Let us therefore say, for the sake of argument, that Vrokthar did not enjoy this tale. In this case, it is impossible that you have enjoyed it. No matter how feeble-brained or malnourished you are, that which Vrokthar believes must, by rights, be the belief of all. This is the Order of Things. Vrokthar is the Keeper of Universal Truths. I know this because the previous Keeper of Universal Truths, Hodrank the Horrible, was slain by mine own hand and his head removed and skull polished so that I might keep the Truths therein (just as Hodrank kept the Truths in the skull of his predecessor). As I hold the skull, so too do I dictate your experiences. If I say you are wretched, cowardly wetlanders, it is doubtlessly so. If I say you are diseased, half-dead wastrels, likewise the truth is readily apparent to those who have eyes.

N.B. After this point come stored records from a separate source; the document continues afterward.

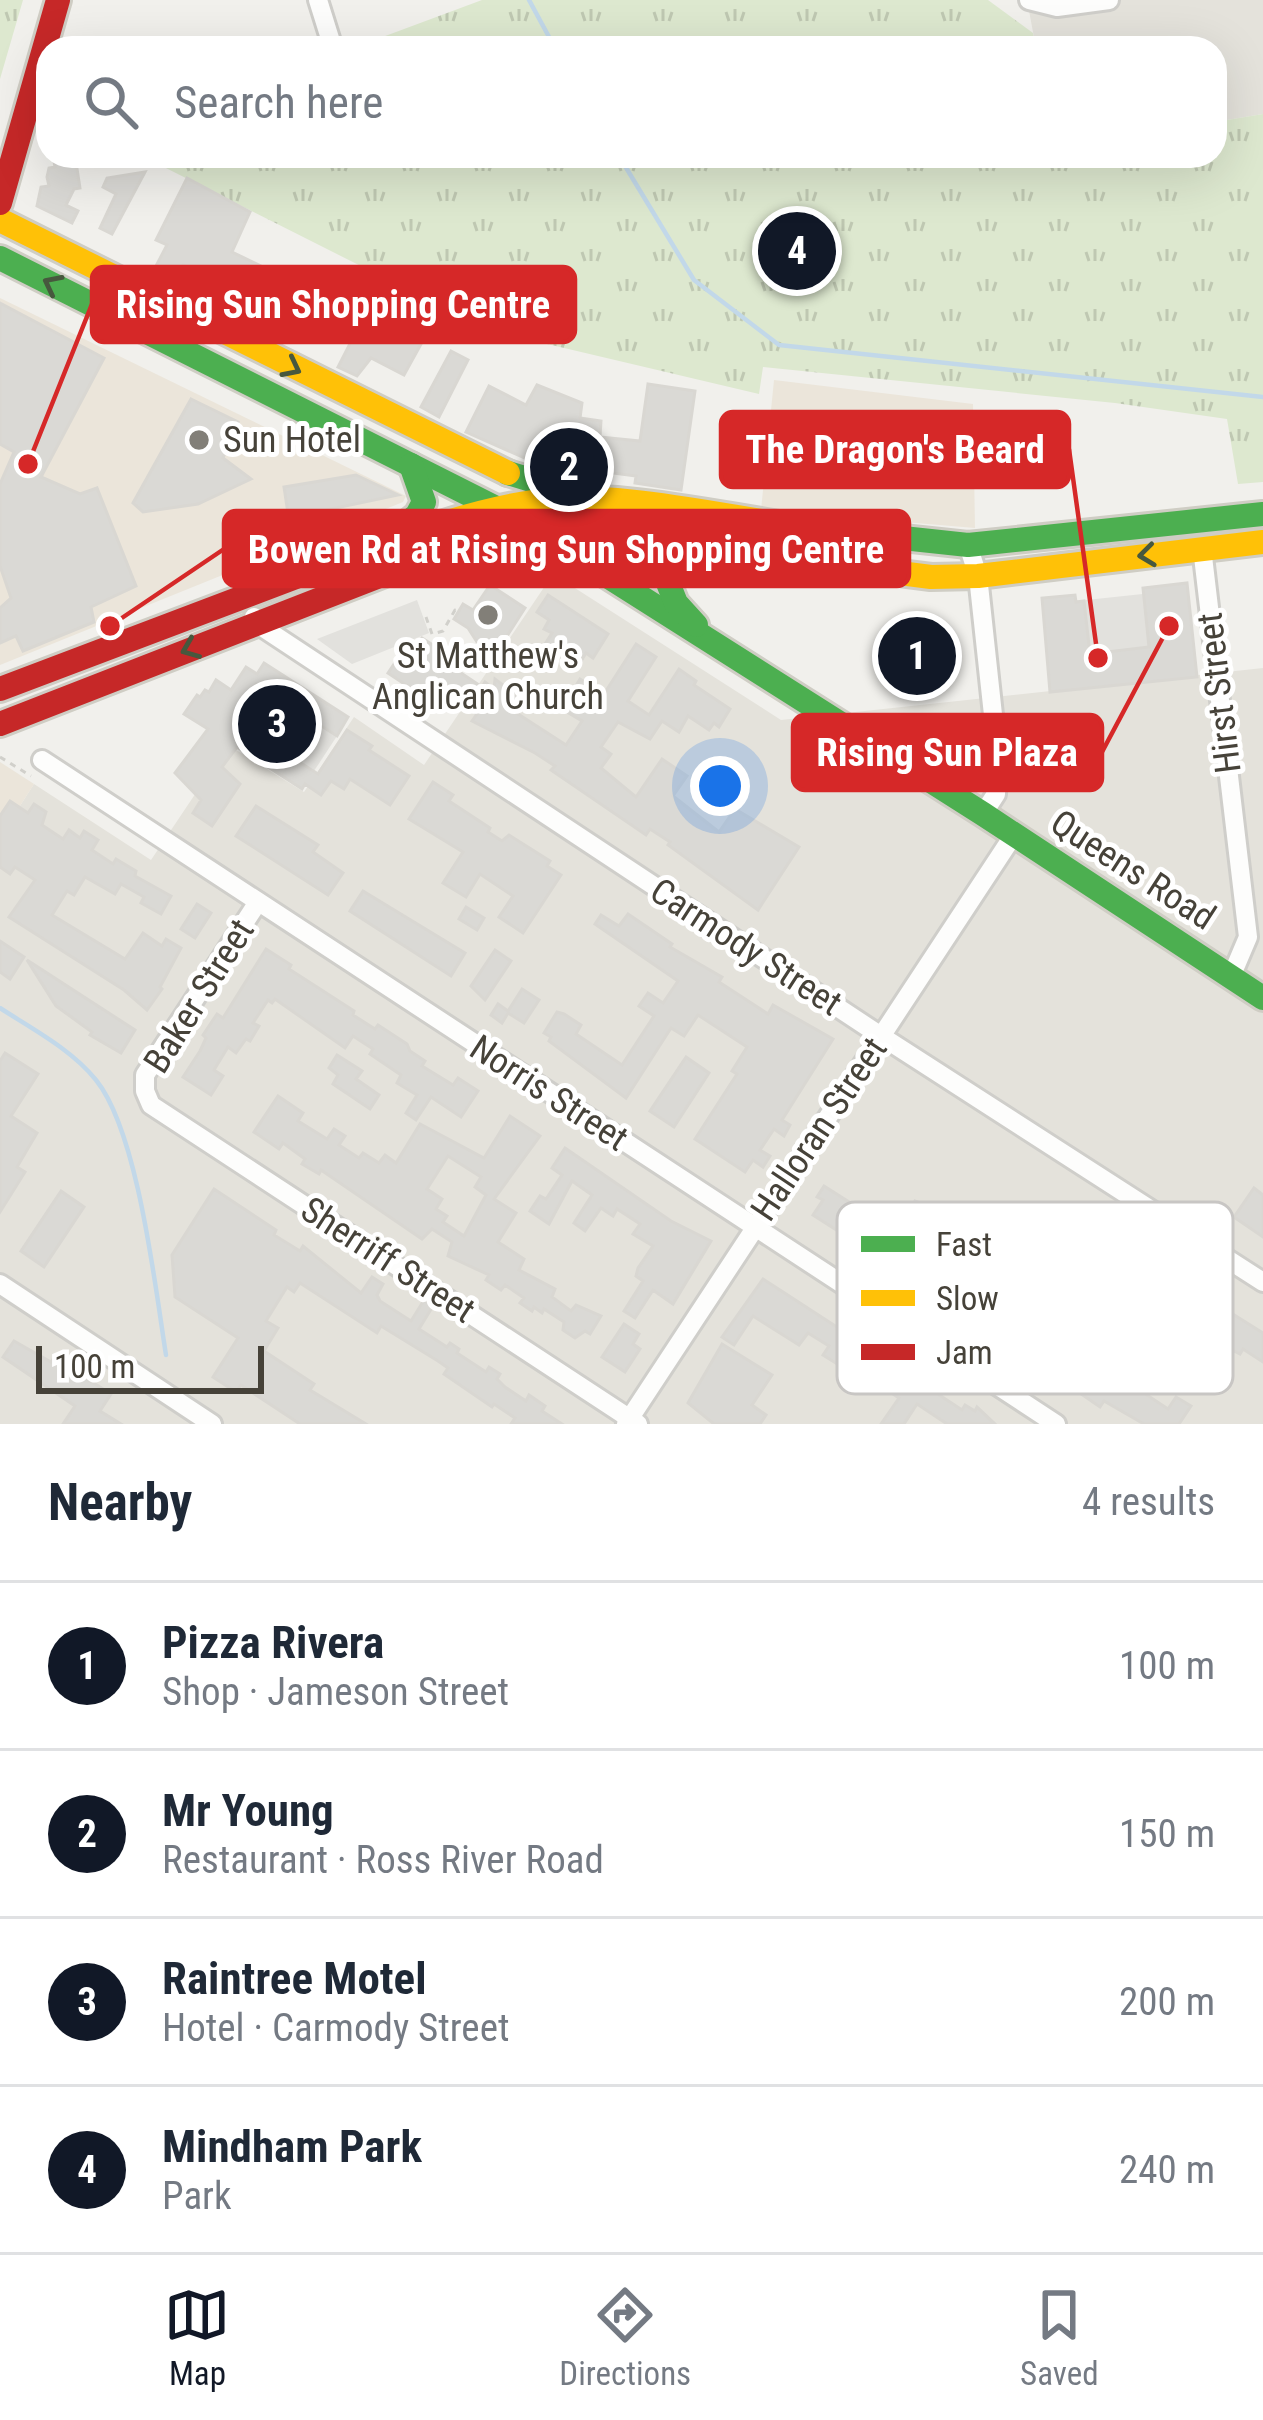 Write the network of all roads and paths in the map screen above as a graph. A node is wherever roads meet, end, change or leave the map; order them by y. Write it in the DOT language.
graph roads {
  1 [pos="58,0"];
  2 [pos="318,0"];
  3 [pos="1029,0"];
  4 [pos="1108,0"];
  5 [pos="45,36"];
  6 [pos="329,36"];
  7 [pos="36,63"];
  8 [pos="11,134"];
  9 [pos="0,203"];
  10 [pos="0,220"];
  11 [pos="0,257"];
  12 [pos="411,465"];
  13 [pos="597,499"];
  14 [pos="494,507"];
  15 [pos="1263,514"];
  16 [pos="538,532"];
  17 [pos="1263,542"];
  18 [pos="380,545"];
  19 [pos="968,545"];
  20 [pos="712,547"];
  21 [pos="1202,548"];
  22 [pos="978,576"];
  23 [pos="244,596"];
  24 [pos="458,612"];
  25 [pos="426,617"];
  26 [pos="256,623"];
  27 [pos="718,649"];
  28 [pos="0,689"];
  29 [pos="0,724"];
  30 [pos="0,757"];
  31 [pos="36,768"];
  32 [pos="983,814"];
  33 [pos="1013,836"];
  34 [pos="257,902"];
  35 [pos="1231,976"];
  36 [pos="1263,998"];
  37 [pos="881,1036"];
  38 [pos="145,1090"];
  39 [pos="1139,1202"];
  40 [pos="753,1228"];
  41 [pos="1233,1263"];
  42 [pos="837,1282"];
  43 [pos="1263,1282"];
  44 [pos="2,1291"];
  45 [pos="1010,1394"];
  46 [pos="631,1422"];
  47 [pos="212,1424"];
  48 [pos="1056,1424"];
  1 -- 5 [label="main road"];
  2 -- 6 [label="street"];
  3 -- 4 [label="street"];
  7 -- 8 [label="main road"];
  8 -- 9 [label="main road"];
  10 -- 13 [label="main road, one-way"];
  12 -- 11 [label="main road, Queens Road, one-way"];
  12 -- 14 [label="main road, Queens Road"];
  12 -- 18 [label="main road"];
  13 -- 14 [label="main road"];
  13 -- 19 [label="main road"];
  14 -- 16 [label="main road, Queens Road"];
  14 -- 18 [label="main road"];
  15 -- 19 [label="main road"];
  16 -- 20 [label="main road"];
  16 -- 26 [label="main road"];
  16 -- 27 [label="main road, Queens Road"];
  17 -- 21 [label="main road"];
  18 -- 23 [label="main road"];
  19 -- 22 [label="street"];
  20 -- 22 [label="main road"];
  20 -- 27 [label="main road"];
  21 -- 22 [label="main road, one-way"];
  21 -- 35 [label="street, Hirst Street"];
  22 -- 32 [label="street"];
  23 -- 26 [label="street"];
  23 -- 28 [label="main road"];
  24 -- 25 [label="path"];
  26 -- 29 [label="main road, one-way"];
  26 -- 37 [label="street, Carmody Street"];
  27 -- 32 [label="main road, Queens Road"];
  30 -- 31 [label="path"];
  31 -- 34 [label="street, Norris Street"];
  32 -- 33 [label="main road, Queens Road"];
  33 -- 35 [label="main road, Queens Road"];
  33 -- 37 [label="street, Halloran Street"];
  34 -- 38 [label="street, Baker Street"];
  34 -- 40 [label="street, Norris Street"];
  35 -- 36 [label="main road, Queens Road"];
  37 -- 39 [label="street, Carmody Street"];
  37 -- 40 [label="street, Halloran Street"];
  38 -- 46 [label="street, Sherriff Street"];
  40 -- 42 [label="street, Norris Street"];
  40 -- 46 [label="street, Halloran Street"];
  41 -- 43 [label="street, Carmody Street"];
  44 -- 47 [label="street"];
  45 -- 48 [label="street, Norris Street"];
}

Of note, those who contradict me will have their eyes gouged out. So it is written.
But Vrokthar digresses! The main thing is this: your opinions are worthless. If the Thing is obviously bad to Vrokthar, it is bad by nature. There can be no argument, because Vrokthar is right. And yet you pack of whining dogs cannot cease your howling! “We loved it!” sayeth you. “It was everything we hoped it would be!” you continue. Fie on such untruths! Your weak beer and over-cooked meats have weakened your minds or, worse yet, you are seeking to spread sedition among Vrokthar’s tribesmen!
Yes! I see your plot, now! Ha! You are undone! Your inexplicable love for the Thing can only be rationalized as a duplicitous ploy! Clearly you know the Thing to be terrible – even a half-blind child could see this! – so you are simply lying to gain favor among the weak and impressionable! But of course such an obvious ploy is doomed to failure! As Vrokthar knows the Thing is terrible, so too will his followers – they are loyal and, more importantly, know that I’m carrying around Hodrank’s skull full of Truths.
The logic here is clear and obvious! Vrothar is Right! As Vrokthar is Right, so therefore must those who disagree be Wrong. The Wrong must be purged so that the Right may claim their lands and loot their halls. That’s just Nature for you. Woe to thee who loves the Thing that Vrokthar hates! Thy name will be burned from the sagas, just as this terrible movie shall be expunged from the minds of the Righteous! Yes, flee from my wrath – the hunt only makes the kill sweeter. In time, you will see that mighty Vrokthar is right about that, as well.